**Work task**
Search the listing for the string "dead". Copy every line that has it.

(Exercise input)

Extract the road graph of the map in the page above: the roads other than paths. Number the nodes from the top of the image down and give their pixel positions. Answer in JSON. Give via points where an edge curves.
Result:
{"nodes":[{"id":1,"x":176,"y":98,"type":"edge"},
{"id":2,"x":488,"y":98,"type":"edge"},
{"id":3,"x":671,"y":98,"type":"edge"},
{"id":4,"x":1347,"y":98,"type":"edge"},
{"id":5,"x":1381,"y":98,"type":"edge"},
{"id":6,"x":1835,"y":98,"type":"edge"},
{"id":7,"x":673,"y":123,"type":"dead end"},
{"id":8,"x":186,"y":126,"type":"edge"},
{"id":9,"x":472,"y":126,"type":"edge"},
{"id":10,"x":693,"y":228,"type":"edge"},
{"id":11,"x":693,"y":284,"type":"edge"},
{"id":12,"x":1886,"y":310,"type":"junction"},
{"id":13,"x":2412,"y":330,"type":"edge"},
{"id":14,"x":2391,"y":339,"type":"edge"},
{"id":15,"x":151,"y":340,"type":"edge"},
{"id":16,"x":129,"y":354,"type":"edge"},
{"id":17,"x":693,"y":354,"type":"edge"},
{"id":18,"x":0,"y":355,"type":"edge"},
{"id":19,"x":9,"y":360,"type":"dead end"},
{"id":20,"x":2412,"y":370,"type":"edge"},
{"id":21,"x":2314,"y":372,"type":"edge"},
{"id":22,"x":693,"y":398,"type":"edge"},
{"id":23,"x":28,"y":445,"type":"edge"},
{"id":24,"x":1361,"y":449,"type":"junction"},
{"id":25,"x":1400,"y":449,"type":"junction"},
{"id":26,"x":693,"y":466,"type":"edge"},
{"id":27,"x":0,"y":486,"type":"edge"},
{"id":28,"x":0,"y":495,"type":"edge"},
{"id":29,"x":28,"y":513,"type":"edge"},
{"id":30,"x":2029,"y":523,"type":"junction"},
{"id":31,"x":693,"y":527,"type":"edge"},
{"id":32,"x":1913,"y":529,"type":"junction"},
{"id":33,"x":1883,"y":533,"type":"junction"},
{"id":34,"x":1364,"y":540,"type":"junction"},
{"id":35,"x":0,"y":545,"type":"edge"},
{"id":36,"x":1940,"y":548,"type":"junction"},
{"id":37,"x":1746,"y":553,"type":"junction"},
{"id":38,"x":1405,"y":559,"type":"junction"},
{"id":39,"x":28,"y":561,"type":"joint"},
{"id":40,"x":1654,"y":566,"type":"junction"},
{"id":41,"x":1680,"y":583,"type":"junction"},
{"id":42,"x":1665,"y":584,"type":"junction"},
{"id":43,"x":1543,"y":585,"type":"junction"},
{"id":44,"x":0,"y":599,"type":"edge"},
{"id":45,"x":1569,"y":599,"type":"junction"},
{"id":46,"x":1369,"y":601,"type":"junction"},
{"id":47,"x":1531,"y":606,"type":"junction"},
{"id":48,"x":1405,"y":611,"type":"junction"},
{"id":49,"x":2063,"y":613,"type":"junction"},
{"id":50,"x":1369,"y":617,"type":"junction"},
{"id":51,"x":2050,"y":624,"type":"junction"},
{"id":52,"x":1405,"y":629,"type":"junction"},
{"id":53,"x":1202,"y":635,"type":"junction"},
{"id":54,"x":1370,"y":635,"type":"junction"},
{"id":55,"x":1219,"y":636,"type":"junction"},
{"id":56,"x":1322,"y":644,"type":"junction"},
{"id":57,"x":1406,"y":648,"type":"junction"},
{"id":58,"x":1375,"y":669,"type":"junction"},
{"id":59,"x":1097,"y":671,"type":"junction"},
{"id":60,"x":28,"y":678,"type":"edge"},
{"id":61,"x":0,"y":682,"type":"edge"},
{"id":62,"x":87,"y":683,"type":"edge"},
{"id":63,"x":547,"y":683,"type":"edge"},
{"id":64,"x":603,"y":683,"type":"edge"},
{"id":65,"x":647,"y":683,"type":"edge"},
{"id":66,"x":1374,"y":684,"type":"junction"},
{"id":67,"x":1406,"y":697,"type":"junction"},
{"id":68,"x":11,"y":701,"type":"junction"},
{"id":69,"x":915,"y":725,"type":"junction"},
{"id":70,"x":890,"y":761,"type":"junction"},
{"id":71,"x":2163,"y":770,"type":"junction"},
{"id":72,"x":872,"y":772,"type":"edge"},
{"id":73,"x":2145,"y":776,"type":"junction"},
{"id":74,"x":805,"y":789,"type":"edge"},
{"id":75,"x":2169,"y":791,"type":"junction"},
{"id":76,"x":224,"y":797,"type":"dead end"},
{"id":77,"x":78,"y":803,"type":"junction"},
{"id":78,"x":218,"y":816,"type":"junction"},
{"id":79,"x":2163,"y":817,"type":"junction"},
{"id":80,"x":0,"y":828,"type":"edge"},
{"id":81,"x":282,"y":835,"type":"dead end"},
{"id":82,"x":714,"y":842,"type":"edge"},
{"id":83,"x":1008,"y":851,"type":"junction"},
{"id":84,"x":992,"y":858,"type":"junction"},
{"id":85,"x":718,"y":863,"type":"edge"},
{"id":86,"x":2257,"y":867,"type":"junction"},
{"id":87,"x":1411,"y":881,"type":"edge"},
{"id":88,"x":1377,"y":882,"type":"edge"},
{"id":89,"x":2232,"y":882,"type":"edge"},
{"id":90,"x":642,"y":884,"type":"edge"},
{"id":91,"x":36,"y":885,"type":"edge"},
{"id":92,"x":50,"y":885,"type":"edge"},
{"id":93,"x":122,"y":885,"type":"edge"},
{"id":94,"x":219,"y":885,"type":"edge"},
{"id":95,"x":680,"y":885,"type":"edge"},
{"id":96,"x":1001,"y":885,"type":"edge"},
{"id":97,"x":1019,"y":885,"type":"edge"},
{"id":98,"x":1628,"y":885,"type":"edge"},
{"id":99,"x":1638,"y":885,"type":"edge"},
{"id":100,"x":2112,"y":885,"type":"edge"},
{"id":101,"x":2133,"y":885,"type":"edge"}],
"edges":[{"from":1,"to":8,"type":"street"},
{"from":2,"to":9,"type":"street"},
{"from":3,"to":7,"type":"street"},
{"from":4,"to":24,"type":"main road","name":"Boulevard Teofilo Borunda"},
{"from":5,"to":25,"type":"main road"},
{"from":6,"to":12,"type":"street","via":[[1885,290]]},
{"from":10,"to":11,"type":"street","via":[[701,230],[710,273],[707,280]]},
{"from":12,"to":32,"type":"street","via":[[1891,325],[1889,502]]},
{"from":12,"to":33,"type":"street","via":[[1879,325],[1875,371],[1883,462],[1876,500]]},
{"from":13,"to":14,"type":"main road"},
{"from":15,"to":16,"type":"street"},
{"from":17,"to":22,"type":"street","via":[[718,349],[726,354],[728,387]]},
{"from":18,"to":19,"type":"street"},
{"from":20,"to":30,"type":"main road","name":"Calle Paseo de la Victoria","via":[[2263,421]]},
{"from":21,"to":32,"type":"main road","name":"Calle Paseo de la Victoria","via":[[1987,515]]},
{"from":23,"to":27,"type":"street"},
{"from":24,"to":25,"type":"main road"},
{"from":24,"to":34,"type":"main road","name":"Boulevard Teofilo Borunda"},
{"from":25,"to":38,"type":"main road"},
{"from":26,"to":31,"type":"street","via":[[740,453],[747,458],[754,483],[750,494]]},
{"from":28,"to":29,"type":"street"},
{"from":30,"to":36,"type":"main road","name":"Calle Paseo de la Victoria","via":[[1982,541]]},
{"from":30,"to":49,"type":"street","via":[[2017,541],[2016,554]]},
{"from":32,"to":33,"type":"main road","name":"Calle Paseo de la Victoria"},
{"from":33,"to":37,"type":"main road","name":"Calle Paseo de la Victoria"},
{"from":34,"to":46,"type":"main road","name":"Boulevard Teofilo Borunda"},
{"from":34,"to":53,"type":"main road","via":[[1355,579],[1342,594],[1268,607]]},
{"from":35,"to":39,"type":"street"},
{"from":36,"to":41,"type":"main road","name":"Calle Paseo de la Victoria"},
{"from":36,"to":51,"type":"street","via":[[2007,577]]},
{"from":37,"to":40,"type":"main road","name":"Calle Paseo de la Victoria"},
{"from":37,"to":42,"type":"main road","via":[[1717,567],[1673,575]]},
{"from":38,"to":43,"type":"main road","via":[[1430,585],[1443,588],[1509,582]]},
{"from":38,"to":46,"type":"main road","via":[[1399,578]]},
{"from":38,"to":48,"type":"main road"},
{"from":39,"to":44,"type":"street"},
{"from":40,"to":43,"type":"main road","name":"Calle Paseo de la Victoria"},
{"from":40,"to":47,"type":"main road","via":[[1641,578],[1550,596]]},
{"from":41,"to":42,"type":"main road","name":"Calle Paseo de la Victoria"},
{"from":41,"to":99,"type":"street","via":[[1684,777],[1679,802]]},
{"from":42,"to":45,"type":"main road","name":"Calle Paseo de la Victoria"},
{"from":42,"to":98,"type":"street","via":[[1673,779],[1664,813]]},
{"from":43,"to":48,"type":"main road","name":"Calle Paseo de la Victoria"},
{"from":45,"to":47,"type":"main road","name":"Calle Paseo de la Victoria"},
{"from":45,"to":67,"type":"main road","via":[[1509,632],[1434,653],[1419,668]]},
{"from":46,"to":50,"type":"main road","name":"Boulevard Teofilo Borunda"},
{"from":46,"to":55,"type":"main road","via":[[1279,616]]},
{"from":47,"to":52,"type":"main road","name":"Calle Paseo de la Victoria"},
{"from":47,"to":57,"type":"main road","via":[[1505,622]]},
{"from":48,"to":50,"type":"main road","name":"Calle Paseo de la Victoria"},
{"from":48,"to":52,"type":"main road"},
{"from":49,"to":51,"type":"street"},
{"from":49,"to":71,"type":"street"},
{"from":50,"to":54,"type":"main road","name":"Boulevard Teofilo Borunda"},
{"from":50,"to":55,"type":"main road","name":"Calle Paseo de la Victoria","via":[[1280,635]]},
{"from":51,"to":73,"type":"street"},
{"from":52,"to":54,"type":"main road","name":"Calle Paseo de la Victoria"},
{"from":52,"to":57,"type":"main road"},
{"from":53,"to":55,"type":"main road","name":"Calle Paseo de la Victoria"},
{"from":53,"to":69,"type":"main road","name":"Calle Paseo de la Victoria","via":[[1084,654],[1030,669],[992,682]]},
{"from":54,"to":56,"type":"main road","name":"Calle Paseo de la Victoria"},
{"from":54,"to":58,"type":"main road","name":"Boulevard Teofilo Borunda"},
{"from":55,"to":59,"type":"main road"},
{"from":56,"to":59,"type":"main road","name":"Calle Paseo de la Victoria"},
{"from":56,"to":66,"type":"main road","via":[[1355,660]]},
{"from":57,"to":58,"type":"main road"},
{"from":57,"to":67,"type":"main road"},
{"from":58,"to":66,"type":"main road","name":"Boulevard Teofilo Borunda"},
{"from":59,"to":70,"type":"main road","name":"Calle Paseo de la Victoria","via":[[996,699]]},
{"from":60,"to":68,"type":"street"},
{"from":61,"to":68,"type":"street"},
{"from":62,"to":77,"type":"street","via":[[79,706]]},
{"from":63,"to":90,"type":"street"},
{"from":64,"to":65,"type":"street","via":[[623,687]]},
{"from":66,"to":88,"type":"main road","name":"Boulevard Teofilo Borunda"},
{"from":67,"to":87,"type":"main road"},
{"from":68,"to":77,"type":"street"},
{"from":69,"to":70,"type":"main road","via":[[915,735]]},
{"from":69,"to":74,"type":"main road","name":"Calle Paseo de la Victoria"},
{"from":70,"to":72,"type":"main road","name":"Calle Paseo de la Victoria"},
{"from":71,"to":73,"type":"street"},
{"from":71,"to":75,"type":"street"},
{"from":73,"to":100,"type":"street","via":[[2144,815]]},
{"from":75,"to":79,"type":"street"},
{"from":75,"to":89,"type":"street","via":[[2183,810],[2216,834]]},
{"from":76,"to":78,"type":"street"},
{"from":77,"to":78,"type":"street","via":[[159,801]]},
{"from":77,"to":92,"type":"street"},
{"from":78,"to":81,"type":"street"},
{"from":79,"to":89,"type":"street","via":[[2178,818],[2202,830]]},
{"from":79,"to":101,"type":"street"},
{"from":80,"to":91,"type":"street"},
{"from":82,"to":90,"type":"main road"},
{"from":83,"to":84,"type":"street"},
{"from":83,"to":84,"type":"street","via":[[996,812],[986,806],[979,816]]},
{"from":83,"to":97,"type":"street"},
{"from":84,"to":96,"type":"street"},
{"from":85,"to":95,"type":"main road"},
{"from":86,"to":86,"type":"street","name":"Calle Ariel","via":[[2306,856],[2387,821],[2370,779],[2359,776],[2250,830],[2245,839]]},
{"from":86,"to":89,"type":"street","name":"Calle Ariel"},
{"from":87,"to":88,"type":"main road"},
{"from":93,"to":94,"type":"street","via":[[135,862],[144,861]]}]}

(End Exercise input)

**Solution**
{"id":7,"x":673,"y":123,"type":"dead end"},
{"id":19,"x":9,"y":360,"type":"dead end"},
{"id":76,"x":224,"y":797,"type":"dead end"},
{"id":81,"x":282,"y":835,"type":"dead end"},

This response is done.